> **ACTION ITEM**: Search the records that follow and extract every line containing the string "options".

> **Stored dataset items**:
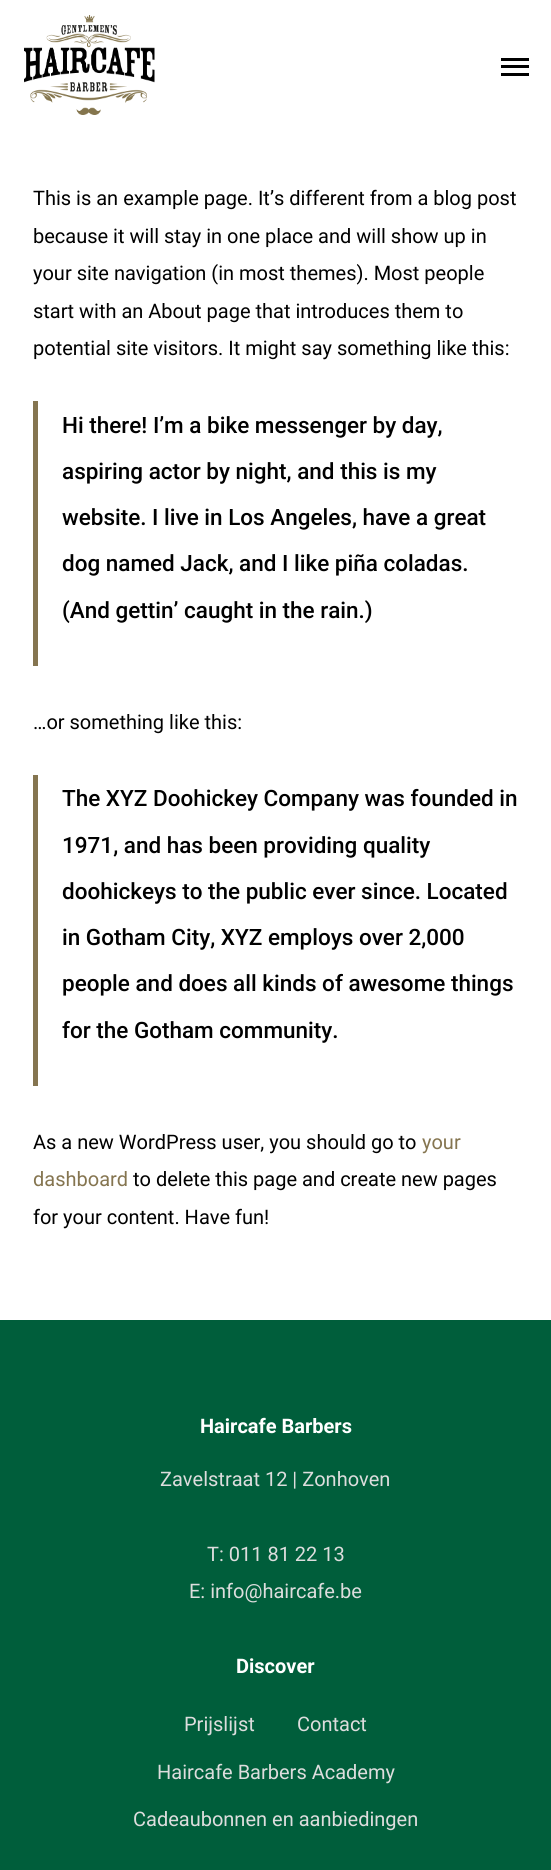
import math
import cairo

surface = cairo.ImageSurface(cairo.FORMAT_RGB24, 551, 1870)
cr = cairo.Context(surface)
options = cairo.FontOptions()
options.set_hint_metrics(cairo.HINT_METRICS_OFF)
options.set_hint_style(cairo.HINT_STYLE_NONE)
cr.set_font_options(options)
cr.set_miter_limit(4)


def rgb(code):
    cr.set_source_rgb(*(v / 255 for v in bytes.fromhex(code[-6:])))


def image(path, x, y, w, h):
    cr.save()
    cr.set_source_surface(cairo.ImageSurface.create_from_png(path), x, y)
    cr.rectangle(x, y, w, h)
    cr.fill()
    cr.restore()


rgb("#ffffff")
cr.paint()
image("img/1.png", 24, 15, 131, 100)
for x, y, w, h, color in [
    (501, 58, 28, 3, "#000000"),
    (501, 73, 28, 3, "#000000"),
    (501, 65, 28, 3, "#000000"),
    (33, 401, 5, 265, "#857550"),
    (33, 775, 5, 311, "#857550"),
    (0, 1320, 551, 550, "#005e3b"),
]:
    rgb(color)
    cr.rectangle(x, y, w, h)
    cr.fill()
cr.select_font_face("Roboto")
cr.set_font_size(20)
rgb("#000000")
for x, y, s in [
    (33, 205, "This is an example page. It’s different from a blog post"),
    (33, 243, "because it will stay in one place and will show up in"),
    (33, 280, "your site navigation (in most themes). Most people"),
    (33, 318, "start with an About page that introduces them to"),
    (33, 355, "potential site visitors. It might say something like this:"),
]:
    cr.move_to(x, y)
    cr.show_text(s)
cr.select_font_face("Roboto Medium")
cr.set_font_size(22.5)
for x, y, s in [
    (62, 433, "Hi there! I’m a bike messenger by day,"),
    (62, 479, "aspiring actor by night, and this is my"),
    (62, 525, "website. I live in Los Angeles, have a great"),
    (62, 571, "dog named Jack, and I like piña coladas."),
    (62, 618, "(And gettin’ caught in the rain.)"),
]:
    cr.move_to(x, y)
    cr.show_text(s)
cr.select_font_face("Roboto")
cr.set_font_size(20)
cr.move_to(33, 729)
cr.show_text("…or something like this:")
cr.select_font_face("Roboto Medium")
cr.set_font_size(22.5)
for x, y, s in [
    (62, 806, "The XYZ Doohickey Company was founded in"),
    (62, 853, "1971, and has been providing quality"),
    (62, 899, "doohickeys to the public ever since. Located"),
    (62, 945, "in Gotham City, XYZ employs over 2,000"),
    (62, 991, "people and does all kinds of awesome things"),
    (62, 1038, "for the Gotham community."),
]:
    cr.move_to(x, y)
    cr.show_text(s)
cr.select_font_face("Roboto")
cr.set_font_size(20)
cr.move_to(33, 1149)
cr.show_text("As a new WordPress user, you should go to")
rgb("#857550")
cr.move_to(422, 1149)
cr.show_text("your")
cr.move_to(33, 1186)
cr.show_text("dashboard")
rgb("#000000")
cr.move_to(133, 1186)
cr.show_text("to delete this page and create new pages")
cr.move_to(33, 1224)
cr.show_text("for your content. Have fun!")
cr.select_font_face("Roboto", cairo.FONT_SLANT_NORMAL, cairo.FONT_WEIGHT_BOLD)
rgb("#ffffff")
cr.move_to(200, 1433)
cr.show_text("Haircafe Barbers")
cr.select_font_face("Roboto")
rgb("#dddddd")
for x, y, s in [
    (160, 1486, "Zavelstraat 12 | Zonhoven"),
    (207, 1561, "T: 011 81 22 13"),
    (189, 1598, "E: info@haircafe.be"),
]:
    cr.move_to(x, y)
    cr.show_text(s)
cr.select_font_face("Roboto", cairo.FONT_SLANT_NORMAL, cairo.FONT_WEIGHT_BOLD)
rgb("#ffffff")
cr.move_to(236, 1673)
cr.show_text("Discover")
cr.select_font_face("Roboto")
rgb("#dddddd")
for x, y, s in [
    (184, 1731, "Prijslijst"),
    (297, 1731, "Contact"),
    (157, 1779, "Haircafe Barbers Academy"),
    (133, 1826, "Cadeaubonnen en aanbiedingen"),
]:
    cr.move_to(x, y)
    cr.show_text(s)
surface.write_to_png("page.png")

> **OUTPUT BELOW**:
options = cairo.FontOptions()
options.set_hint_metrics(cairo.HINT_METRICS_OFF)
options.set_hint_style(cairo.HINT_STYLE_NONE)
cr.set_font_options(options)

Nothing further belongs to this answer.